> **How to complete this task**
Report each line below that carries the word "Estatewood".

> **Data extract**
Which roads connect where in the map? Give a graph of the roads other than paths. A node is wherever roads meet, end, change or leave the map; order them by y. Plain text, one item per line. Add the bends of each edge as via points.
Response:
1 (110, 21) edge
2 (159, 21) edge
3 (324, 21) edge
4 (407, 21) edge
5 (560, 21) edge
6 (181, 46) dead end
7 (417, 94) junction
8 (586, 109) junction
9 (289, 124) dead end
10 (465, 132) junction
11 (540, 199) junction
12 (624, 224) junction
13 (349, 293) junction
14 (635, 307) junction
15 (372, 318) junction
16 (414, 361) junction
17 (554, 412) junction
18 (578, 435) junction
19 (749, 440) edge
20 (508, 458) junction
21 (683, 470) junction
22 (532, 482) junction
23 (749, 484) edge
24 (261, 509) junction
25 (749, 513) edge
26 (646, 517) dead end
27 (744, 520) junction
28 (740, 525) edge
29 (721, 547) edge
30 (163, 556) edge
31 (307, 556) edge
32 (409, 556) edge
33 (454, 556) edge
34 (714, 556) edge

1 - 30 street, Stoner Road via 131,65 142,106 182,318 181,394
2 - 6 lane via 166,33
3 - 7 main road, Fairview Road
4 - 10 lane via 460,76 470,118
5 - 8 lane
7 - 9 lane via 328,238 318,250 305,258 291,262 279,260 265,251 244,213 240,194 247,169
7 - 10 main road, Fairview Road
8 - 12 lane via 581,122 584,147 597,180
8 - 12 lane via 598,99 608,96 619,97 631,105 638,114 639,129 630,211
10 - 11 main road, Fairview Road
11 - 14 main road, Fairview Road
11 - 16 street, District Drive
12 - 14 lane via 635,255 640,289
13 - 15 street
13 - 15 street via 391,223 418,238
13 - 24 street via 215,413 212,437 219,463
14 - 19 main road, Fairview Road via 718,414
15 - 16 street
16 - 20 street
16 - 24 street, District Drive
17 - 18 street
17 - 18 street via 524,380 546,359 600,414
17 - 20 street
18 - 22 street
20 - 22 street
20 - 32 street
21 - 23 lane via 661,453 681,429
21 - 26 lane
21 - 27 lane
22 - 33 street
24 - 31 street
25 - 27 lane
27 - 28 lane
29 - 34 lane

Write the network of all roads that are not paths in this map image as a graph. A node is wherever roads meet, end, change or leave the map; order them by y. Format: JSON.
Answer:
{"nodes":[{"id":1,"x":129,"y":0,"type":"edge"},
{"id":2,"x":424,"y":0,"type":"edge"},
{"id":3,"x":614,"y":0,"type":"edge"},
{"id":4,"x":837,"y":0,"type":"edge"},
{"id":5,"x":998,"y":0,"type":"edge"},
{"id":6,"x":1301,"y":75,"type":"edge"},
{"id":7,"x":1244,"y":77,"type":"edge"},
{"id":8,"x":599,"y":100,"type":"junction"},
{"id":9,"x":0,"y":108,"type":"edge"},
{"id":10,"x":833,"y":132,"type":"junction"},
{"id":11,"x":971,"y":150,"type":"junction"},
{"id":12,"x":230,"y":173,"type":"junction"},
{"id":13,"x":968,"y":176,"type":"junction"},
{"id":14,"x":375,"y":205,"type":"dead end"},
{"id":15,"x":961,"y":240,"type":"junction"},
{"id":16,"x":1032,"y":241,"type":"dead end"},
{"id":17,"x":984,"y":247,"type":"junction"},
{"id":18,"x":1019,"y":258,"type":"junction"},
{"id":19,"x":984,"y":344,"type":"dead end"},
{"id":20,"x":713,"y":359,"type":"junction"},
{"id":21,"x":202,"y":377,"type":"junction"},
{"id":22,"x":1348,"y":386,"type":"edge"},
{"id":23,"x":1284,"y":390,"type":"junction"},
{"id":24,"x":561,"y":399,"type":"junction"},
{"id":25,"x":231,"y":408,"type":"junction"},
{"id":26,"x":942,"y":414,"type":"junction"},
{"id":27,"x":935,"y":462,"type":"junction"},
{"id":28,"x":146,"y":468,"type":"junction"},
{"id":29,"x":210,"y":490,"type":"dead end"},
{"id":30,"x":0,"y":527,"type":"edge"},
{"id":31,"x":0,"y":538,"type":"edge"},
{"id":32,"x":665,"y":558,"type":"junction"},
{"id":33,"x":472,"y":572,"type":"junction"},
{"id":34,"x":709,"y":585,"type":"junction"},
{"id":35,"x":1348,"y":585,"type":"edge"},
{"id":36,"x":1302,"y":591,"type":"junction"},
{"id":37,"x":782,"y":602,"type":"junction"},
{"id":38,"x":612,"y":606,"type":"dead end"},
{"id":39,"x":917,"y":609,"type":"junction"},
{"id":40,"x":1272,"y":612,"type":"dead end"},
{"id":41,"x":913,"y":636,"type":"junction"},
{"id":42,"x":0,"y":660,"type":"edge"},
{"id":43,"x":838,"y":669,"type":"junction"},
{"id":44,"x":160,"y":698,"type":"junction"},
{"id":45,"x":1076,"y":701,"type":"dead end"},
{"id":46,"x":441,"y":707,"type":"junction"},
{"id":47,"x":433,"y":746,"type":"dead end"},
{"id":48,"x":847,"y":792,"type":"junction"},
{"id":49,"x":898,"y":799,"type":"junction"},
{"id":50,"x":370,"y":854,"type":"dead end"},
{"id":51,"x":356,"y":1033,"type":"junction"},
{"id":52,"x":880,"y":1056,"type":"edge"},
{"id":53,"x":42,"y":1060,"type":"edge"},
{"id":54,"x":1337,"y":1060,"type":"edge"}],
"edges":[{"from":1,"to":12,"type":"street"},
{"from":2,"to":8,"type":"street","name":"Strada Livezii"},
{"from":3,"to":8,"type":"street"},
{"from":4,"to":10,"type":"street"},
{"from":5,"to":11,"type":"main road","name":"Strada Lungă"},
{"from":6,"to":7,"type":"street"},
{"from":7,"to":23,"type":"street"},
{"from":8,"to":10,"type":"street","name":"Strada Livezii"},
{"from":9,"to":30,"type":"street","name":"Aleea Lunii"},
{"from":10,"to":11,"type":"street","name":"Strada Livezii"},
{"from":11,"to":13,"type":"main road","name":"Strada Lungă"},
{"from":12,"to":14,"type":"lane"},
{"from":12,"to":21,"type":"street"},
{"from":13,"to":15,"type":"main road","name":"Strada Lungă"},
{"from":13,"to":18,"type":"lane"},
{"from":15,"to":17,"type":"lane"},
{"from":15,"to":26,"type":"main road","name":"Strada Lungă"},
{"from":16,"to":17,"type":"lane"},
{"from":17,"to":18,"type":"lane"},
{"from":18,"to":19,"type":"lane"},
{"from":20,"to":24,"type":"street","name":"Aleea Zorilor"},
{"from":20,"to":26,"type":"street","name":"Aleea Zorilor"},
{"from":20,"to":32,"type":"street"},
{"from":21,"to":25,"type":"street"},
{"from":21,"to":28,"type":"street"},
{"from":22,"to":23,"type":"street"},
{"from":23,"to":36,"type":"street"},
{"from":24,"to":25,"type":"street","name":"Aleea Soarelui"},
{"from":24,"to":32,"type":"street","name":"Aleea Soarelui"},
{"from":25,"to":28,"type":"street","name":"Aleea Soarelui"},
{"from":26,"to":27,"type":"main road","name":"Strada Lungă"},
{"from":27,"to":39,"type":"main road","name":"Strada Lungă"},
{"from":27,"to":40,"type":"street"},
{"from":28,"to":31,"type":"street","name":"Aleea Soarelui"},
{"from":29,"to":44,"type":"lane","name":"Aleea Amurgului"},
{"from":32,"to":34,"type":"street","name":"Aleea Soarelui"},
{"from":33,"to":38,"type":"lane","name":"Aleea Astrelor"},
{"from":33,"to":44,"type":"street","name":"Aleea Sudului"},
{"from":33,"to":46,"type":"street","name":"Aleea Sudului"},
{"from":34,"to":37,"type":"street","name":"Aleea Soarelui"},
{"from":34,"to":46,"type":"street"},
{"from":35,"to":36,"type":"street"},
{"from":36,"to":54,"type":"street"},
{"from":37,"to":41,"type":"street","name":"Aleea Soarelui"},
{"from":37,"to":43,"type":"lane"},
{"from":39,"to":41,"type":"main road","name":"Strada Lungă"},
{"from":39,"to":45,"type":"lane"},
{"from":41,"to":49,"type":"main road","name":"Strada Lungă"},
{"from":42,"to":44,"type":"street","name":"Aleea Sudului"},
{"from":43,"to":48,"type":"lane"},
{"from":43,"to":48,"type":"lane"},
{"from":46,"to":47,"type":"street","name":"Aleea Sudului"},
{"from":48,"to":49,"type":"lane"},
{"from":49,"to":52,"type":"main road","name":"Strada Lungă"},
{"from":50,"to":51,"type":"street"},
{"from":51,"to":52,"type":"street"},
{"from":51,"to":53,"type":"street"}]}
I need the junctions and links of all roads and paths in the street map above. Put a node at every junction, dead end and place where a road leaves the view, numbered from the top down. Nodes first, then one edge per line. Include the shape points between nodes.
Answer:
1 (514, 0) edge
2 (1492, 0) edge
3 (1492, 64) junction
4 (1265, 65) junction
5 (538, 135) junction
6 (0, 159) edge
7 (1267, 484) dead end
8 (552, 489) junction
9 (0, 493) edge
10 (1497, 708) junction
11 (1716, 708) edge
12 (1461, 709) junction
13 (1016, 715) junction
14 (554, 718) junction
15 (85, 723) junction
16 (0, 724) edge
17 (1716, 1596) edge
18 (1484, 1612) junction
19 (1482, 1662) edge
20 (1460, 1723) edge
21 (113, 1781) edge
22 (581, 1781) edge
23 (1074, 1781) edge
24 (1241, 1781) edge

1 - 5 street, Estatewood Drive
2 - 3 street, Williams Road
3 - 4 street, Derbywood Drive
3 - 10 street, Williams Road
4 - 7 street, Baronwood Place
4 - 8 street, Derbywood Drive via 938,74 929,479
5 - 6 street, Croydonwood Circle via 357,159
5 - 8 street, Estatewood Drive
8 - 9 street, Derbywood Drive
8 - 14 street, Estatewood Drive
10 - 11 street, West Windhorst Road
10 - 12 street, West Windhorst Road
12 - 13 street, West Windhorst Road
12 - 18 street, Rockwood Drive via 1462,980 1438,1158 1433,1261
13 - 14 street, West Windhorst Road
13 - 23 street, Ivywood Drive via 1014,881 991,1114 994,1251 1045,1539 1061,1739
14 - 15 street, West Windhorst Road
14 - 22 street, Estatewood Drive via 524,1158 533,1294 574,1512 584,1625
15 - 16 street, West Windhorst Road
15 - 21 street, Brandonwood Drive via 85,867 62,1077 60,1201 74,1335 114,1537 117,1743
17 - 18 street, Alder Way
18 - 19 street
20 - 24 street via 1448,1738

> **Output**
1 - 5 street, Estatewood Drive
5 - 8 street, Estatewood Drive
8 - 14 street, Estatewood Drive
14 - 22 street, Estatewood Drive via 524,1158 533,1294 574,1512 584,1625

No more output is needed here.